**Source material**
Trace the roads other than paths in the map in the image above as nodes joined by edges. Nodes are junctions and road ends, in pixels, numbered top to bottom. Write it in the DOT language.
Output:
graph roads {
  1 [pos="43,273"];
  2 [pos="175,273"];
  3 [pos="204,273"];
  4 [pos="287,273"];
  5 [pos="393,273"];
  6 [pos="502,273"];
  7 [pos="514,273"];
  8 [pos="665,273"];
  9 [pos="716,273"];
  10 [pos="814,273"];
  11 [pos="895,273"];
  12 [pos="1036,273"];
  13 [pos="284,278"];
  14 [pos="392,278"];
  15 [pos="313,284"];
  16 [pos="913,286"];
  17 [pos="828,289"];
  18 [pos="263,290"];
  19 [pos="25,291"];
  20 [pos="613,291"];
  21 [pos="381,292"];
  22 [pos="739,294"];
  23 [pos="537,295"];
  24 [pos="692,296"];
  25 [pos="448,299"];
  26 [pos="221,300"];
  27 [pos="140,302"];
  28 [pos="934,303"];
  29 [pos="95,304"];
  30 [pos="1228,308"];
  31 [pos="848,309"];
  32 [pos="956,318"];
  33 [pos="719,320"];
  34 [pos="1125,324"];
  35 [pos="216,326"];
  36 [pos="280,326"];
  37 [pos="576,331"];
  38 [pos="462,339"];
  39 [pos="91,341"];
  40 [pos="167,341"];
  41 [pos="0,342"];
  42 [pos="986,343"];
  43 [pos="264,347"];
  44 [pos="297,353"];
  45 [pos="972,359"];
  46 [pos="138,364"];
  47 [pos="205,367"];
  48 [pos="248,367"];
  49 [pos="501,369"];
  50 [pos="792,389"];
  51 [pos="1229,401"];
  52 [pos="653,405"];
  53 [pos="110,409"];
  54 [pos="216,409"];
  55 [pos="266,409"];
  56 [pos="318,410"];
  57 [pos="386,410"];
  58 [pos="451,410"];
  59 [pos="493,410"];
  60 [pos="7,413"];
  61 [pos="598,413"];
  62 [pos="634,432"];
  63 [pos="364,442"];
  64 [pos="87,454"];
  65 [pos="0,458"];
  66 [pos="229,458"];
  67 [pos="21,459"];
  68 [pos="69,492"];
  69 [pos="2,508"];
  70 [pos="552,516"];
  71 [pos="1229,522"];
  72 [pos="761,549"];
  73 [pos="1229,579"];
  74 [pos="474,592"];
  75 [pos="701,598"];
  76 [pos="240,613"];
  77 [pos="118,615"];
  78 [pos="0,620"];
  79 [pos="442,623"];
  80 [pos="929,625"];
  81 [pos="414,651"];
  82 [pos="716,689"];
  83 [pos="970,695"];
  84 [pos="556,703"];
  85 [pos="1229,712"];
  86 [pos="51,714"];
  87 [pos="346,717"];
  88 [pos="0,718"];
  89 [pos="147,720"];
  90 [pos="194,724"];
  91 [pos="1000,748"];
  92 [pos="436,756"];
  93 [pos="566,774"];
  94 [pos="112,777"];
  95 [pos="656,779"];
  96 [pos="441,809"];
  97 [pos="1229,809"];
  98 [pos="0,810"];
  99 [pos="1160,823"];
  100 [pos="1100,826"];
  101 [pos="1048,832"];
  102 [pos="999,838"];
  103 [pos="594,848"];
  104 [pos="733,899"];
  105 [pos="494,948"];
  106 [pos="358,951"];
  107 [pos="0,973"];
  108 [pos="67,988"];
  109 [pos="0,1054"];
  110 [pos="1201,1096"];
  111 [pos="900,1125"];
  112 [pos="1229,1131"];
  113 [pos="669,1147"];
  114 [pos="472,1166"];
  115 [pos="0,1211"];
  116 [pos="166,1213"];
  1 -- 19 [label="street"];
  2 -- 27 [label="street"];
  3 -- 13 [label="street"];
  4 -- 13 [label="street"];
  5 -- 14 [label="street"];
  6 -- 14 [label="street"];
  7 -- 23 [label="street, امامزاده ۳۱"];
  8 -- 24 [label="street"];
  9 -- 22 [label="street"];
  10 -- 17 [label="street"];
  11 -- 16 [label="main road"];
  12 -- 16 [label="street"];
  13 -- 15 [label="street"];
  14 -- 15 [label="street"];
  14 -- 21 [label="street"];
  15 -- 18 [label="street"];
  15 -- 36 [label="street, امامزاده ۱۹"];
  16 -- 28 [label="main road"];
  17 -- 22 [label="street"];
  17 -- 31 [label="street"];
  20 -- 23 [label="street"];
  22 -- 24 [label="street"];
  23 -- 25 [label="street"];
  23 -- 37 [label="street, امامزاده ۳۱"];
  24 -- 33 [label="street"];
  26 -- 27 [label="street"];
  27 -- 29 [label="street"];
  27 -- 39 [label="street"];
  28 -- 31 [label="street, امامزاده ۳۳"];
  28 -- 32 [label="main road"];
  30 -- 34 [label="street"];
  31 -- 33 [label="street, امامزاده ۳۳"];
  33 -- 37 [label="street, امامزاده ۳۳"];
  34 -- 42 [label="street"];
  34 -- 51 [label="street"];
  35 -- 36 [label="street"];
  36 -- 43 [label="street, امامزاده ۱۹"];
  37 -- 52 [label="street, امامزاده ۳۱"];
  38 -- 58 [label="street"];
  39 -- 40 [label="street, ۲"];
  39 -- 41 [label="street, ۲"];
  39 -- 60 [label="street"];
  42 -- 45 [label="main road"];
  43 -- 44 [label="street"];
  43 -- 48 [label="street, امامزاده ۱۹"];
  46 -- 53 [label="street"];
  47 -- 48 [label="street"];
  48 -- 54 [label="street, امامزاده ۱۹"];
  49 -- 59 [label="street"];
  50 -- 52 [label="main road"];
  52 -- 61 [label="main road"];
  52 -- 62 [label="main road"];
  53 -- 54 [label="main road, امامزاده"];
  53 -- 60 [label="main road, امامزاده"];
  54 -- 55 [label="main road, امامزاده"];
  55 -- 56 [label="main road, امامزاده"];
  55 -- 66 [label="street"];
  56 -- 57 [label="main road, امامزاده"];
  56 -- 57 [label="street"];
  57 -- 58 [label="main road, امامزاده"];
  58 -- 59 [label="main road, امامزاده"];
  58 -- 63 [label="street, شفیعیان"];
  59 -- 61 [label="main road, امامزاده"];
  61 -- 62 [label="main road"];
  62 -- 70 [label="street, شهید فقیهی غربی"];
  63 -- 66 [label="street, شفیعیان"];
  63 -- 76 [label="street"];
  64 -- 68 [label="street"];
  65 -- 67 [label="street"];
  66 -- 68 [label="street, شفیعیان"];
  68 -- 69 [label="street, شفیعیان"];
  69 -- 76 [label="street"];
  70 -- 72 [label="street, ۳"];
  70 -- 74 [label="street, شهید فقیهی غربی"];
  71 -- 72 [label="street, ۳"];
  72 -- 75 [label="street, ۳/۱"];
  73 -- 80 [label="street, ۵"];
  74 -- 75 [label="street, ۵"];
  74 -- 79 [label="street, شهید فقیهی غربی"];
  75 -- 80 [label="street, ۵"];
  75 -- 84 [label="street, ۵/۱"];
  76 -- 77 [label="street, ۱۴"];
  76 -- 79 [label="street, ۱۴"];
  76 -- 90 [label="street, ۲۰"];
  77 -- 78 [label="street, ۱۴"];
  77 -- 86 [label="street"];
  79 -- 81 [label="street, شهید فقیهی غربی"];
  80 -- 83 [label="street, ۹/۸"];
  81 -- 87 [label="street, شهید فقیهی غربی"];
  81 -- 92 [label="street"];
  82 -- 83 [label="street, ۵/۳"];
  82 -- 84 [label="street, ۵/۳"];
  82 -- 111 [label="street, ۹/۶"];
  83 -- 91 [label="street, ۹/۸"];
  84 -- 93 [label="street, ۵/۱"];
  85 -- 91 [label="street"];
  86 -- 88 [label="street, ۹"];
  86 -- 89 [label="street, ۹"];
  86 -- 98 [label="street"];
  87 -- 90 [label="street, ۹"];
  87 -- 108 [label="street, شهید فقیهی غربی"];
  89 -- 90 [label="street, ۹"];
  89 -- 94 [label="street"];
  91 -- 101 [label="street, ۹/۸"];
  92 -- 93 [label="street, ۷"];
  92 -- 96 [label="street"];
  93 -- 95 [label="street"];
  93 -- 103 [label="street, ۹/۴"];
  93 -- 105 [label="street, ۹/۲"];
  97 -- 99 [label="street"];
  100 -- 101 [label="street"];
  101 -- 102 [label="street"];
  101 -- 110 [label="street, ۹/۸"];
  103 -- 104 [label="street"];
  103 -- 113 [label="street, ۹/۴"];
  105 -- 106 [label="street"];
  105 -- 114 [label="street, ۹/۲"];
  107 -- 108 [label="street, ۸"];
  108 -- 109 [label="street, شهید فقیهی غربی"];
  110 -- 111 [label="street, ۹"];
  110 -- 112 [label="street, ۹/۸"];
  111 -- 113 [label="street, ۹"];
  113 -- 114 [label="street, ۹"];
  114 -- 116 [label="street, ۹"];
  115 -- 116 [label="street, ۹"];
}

**Task description**
Check each line of the material for "roads". Copy the ones that have it.

**Solution**
Trace the roads other than paths in the map in the image above as nodes joined by edges. Nodes are junctions and road ends, in pixels, numbered top to bottom. Write it in the DOT language.
graph roads {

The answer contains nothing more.